_WORK ITEM_
Search the records for lines that contain the word "Palaszewski". Copy them all.

_EXTRACTED RECORDS_
▼

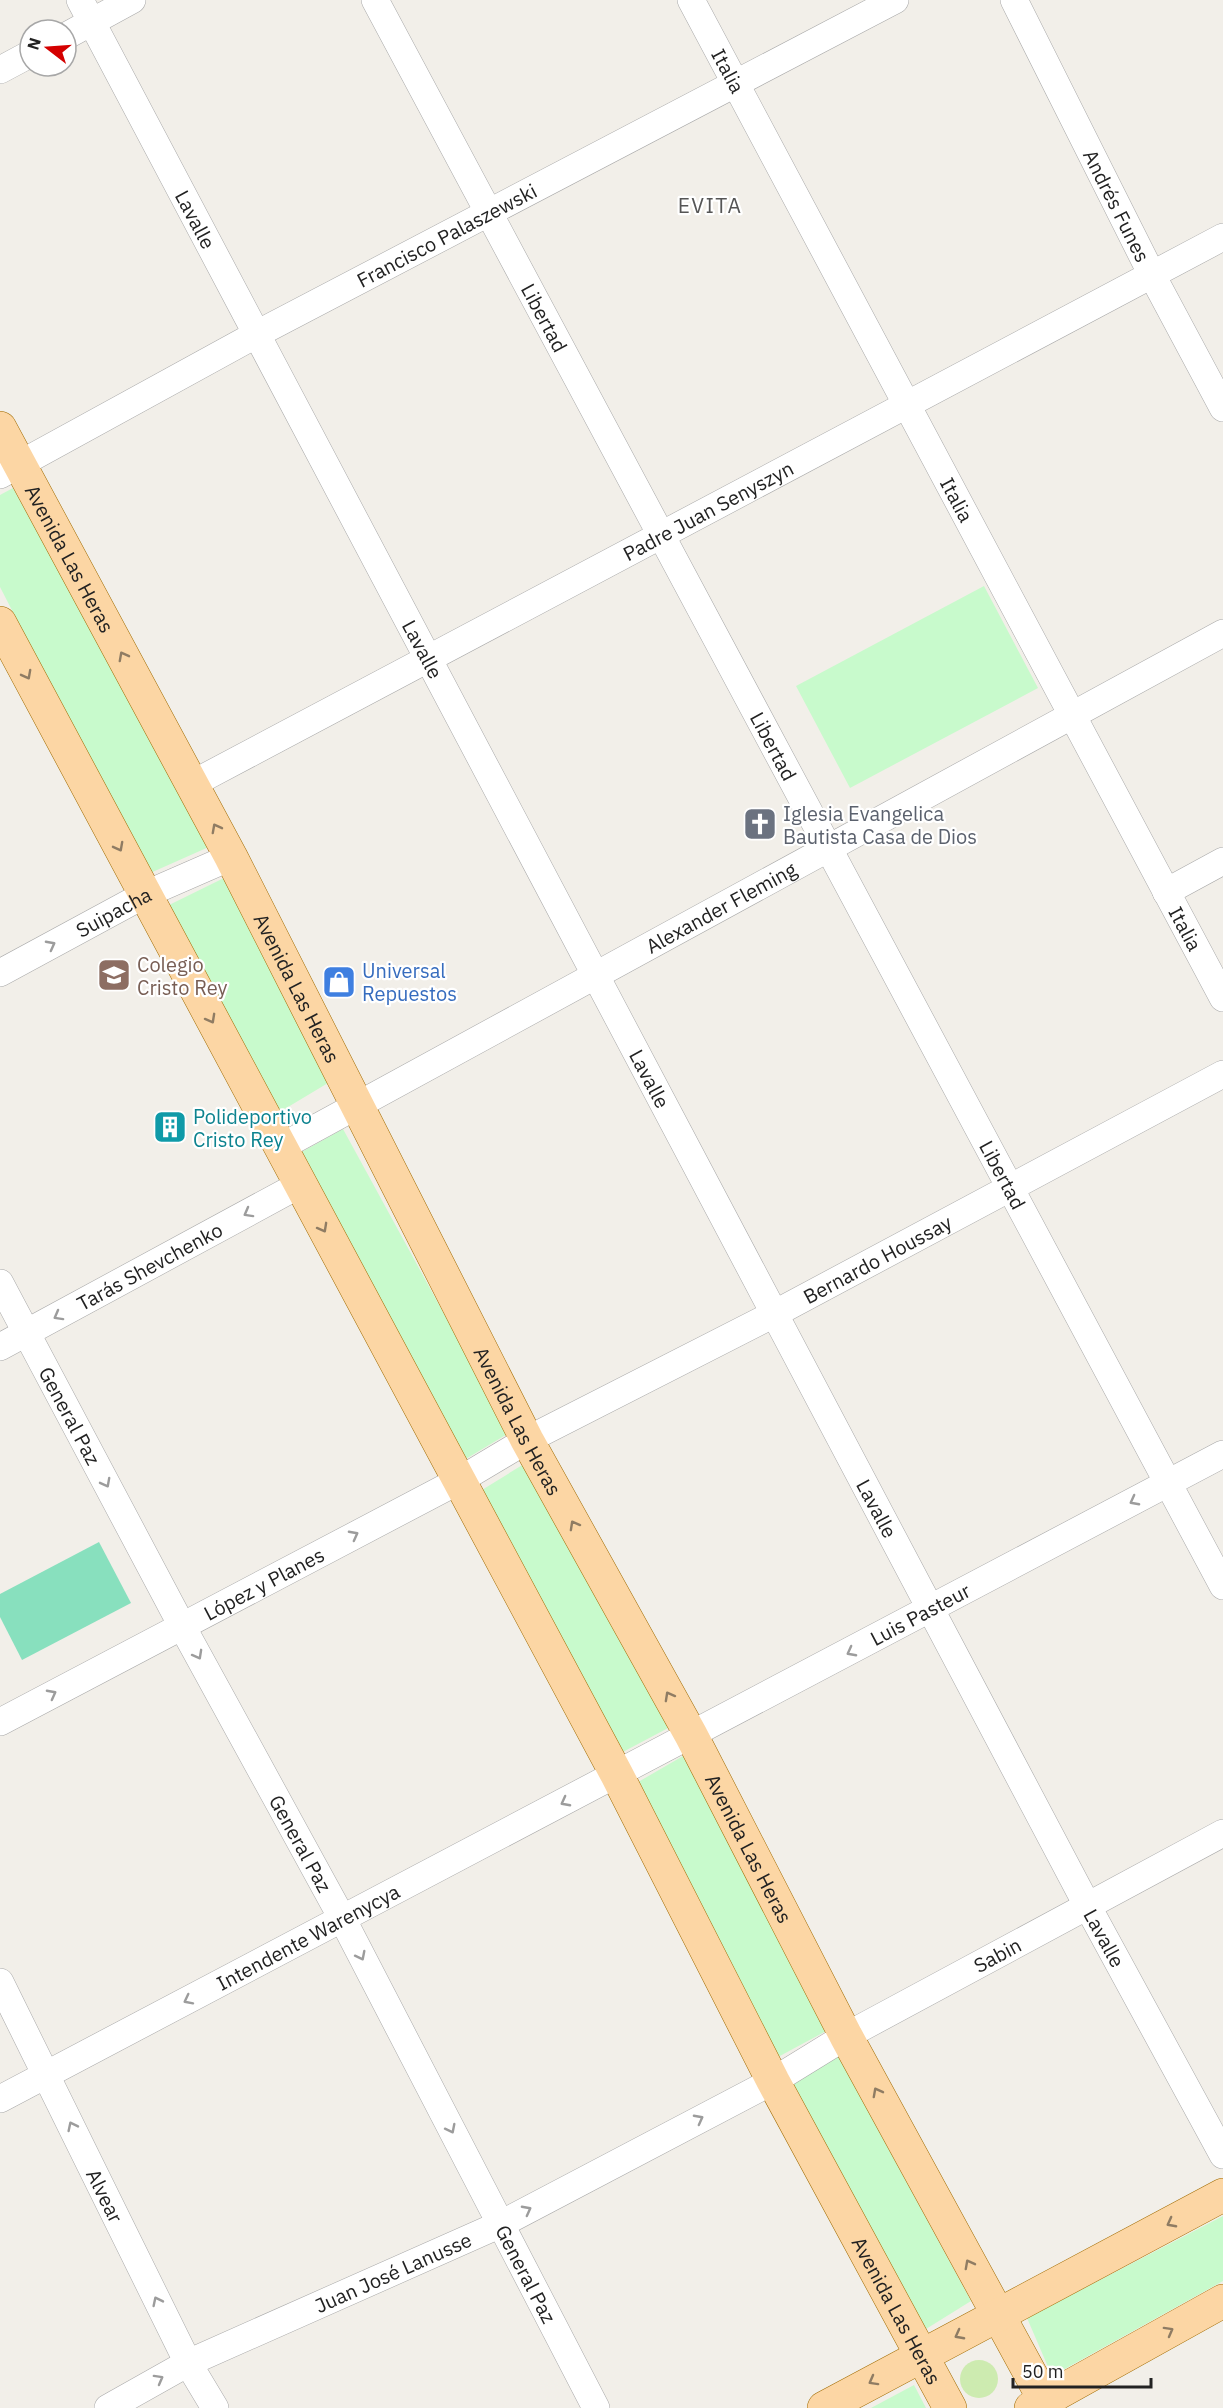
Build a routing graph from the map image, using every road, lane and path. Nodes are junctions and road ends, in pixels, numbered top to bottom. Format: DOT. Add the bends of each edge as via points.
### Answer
graph roads {
  1 [pos="132,0"];
  2 [pos="375,0"];
  3 [pos="691,0"];
  4 [pos="895,0"];
  5 [pos="1014,0"];
  6 [pos="86,11"];
  7 [pos="18,60"];
  8 [pos="0,70"];
  9 [pos="736,84"];
  10 [pos="490,214"];
  11 [pos="1223,237"];
  12 [pos="1152,275"];
  13 [pos="257,334"];
  14 [pos="907,405"];
  15 [pos="1223,408"];
  16 [pos="0,428"];
  17 [pos="10,470"];
  18 [pos="661,535"];
  19 [pos="0,623"];
  20 [pos="1223,633"];
  21 [pos="428,659"];
  22 [pos="1072,715"];
  23 [pos="192,784"];
  24 [pos="828,847"];
  25 [pos="231,857"];
  26 [pos="1223,861"];
  27 [pos="1166,892"];
  28 [pos="144,895"];
  29 [pos="0,973"];
  30 [pos="595,974"];
  31 [pos="1223,998"];
  32 [pos="1223,1074"];
  33 [pos="356,1105"];
  34 [pos="281,1147"];
  35 [pos="299,1185"];
  36 [pos="1010,1187"];
  37 [pos="0,1283"];
  38 [pos="774,1314"];
  39 [pos="27,1333"];
  40 [pos="0,1347"];
  41 [pos="527,1440"];
  42 [pos="1223,1454"];
  43 [pos="460,1480"];
  44 [pos="1168,1483"];
  45 [pos="1223,1586"];
  46 [pos="931,1610"];
  47 [pos="182,1626"];
  48 [pos="0,1722"];
  49 [pos="691,1735"];
  50 [pos="617,1775"];
  51 [pos="1223,1833"];
  52 [pos="1088,1907"];
  53 [pos="343,1920"];
  54 [pos="0,1983"];
  55 [pos="846,2036"];
  56 [pos="46,2073"];
  57 [pos="772,2081"];
  58 [pos="0,2099"];
  59 [pos="1223,2156"];
  60 [pos="1223,2195"];
  61 [pos="501,2224"];
  62 [pos="1223,2301"];
  63 [pos="996,2315"];
  64 [pos="921,2354"];
  65 [pos="188,2363"];
  66 [pos="1042,2406"];
  67 [pos="108,2408"];
  68 [pos="215,2408"];
  69 [pos="596,2408"];
  70 [pos="824,2408"];
  71 [pos="950,2408"];
  1 -- 6 [label="street"];
  2 -- 10 [label="street, Libertad"];
  3 -- 9 [label="street, Italia"];
  4 -- 9 [label="street, Francisco Palaszewski"];
  5 -- 12 [label="street, Andrés Funes"];
  6 -- 13 [label="street, Lavalle"];
  7 -- 8 [label="street"];
  9 -- 10 [label="street, Francisco Palaszewski"];
  9 -- 14 [label="street, Italia"];
  10 -- 13 [label="street, Francisco Palaszewski"];
  10 -- 18 [label="street, Libertad"];
  11 -- 12 [label="street, Padre Juan Senyszyn"];
  12 -- 14 [label="street, Padre Juan Senyszyn"];
  12 -- 15 [label="street, Andrés Funes"];
  13 -- 17 [label="street, Francisco Palaszewski"];
  13 -- 21 [label="street, Lavalle"];
  14 -- 18 [label="street, Padre Juan Senyszyn"];
  14 -- 22 [label="street, Italia"];
  16 -- 17 [label="main road, Avenida Las Heras"];
  23 -- 17 [label="main road, Avenida Las Heras, one-way"];
  18 -- 21 [label="street, Padre Juan Senyszyn"];
  18 -- 24 [label="street, Libertad"];
  19 -- 28 [label="main road, Avenida Las Heras, one-way"];
  20 -- 22 [label="street, Alexander Fleming"];
  21 -- 23 [label="street, Padre Juan Senyszyn"];
  21 -- 30 [label="street, Lavalle"];
  22 -- 24 [label="street, Alexander Fleming"];
  22 -- 27 [label="street, Italia"];
  25 -- 23 [label="main road, Avenida Las Heras, one-way"];
  24 -- 30 [label="street, Alexander Fleming"];
  24 -- 36 [label="street, Libertad"];
  25 -- 28 [label="street, Suipacha"];
  25 -- 33 [label="main road, Avenida Las Heras"];
  26 -- 27 [label="street"];
  27 -- 31 [label="street, Italia"];
  29 -- 28 [label="street, Suipacha, one-way"];
  28 -- 34 [label="main road, Avenida Las Heras, one-way"];
  30 -- 33 [label="street, Alexander Fleming"];
  30 -- 38 [label="street, Lavalle"];
  32 -- 36 [label="street, Bernardo Houssay"];
  33 -- 34 [label="street, Alexander Fleming"];
  33 -- 41 [label="main road, Avenida Las Heras"];
  34 -- 35 [label="main road, Avenida Las Heras"];
  35 -- 39 [label="street, Tarás Shevchenko, one-way"];
  35 -- 43 [label="main road, Avenida Las Heras, one-way"];
  36 -- 38 [label="street, Bernardo Houssay"];
  36 -- 44 [label="street, Libertad"];
  37 -- 39 [label="street, General Paz"];
  38 -- 41 [label="street, Bernardo Houssay"];
  38 -- 46 [label="street, Lavalle"];
  39 -- 40 [label="street, Tarás Shevchenko"];
  39 -- 47 [label="street, General Paz, one-way"];
  41 -- 43 [label="street, López y Planes"];
  49 -- 41 [label="main road, Avenida Las Heras, one-way"];
  42 -- 44 [label="street, Luis Pasteur"];
  47 -- 43 [label="street, López y Planes, one-way"];
  43 -- 50 [label="main road, Avenida Las Heras"];
  44 -- 45 [label="street, Libertad"];
  44 -- 46 [label="street, Luis Pasteur, one-way"];
  46 -- 49 [label="street, Luis Pasteur, one-way"];
  46 -- 52 [label="street, Lavalle"];
  48 -- 47 [label="street, López y Planes, one-way"];
  47 -- 53 [label="street, General Paz, one-way"];
  49 -- 50 [label="street, Luis Pasteur"];
  49 -- 55 [label="main road, Avenida Las Heras"];
  50 -- 53 [label="street, Intendente Warenycya, one-way"];
  50 -- 57 [label="main road, Avenida Las Heras"];
  51 -- 52 [label="street, Sabin"];
  52 -- 55 [label="street, Sabin"];
  52 -- 59 [label="street, Lavalle"];
  53 -- 56 [label="street, Intendente Warenycya, one-way"];
  53 -- 61 [label="street, General Paz, one-way"];
  54 -- 56 [label="street, Alvear"];
  55 -- 57 [label="street, Sabin"];
  63 -- 55 [label="main road, Avenida Las Heras, one-way"];
  56 -- 58 [label="street, Intendente Warenycya"];
  65 -- 56 [label="street, Alvear, one-way"];
  61 -- 57 [label="street, Juan José Lanusse, one-way"];
  57 -- 64 [label="main road, Avenida Las Heras"];
  60 -- 63 [label="main road, one-way"];
  61 -- 65 [label="street, Juan José Lanusse"];
  61 -- 69 [label="street, General Paz"];
  66 -- 62 [label="main road, one-way"];
  63 -- 64 [label="main road, one-way"];
  63 -- 66 [label="main road, Avenida Las Heras"];
  64 -- 70 [label="main road, one-way"];
  64 -- 71 [label="main road, Avenida Las Heras"];
  67 -- 65 [label="street, Juan José Lanusse, one-way"];
  65 -- 68 [label="street, Alvear"];
}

▲

_THE COMPLETED TASK_
  4 -- 9 [label="street, Francisco Palaszewski"];
  9 -- 10 [label="street, Francisco Palaszewski"];
  10 -- 13 [label="street, Francisco Palaszewski"];
  13 -- 17 [label="street, Francisco Palaszewski"];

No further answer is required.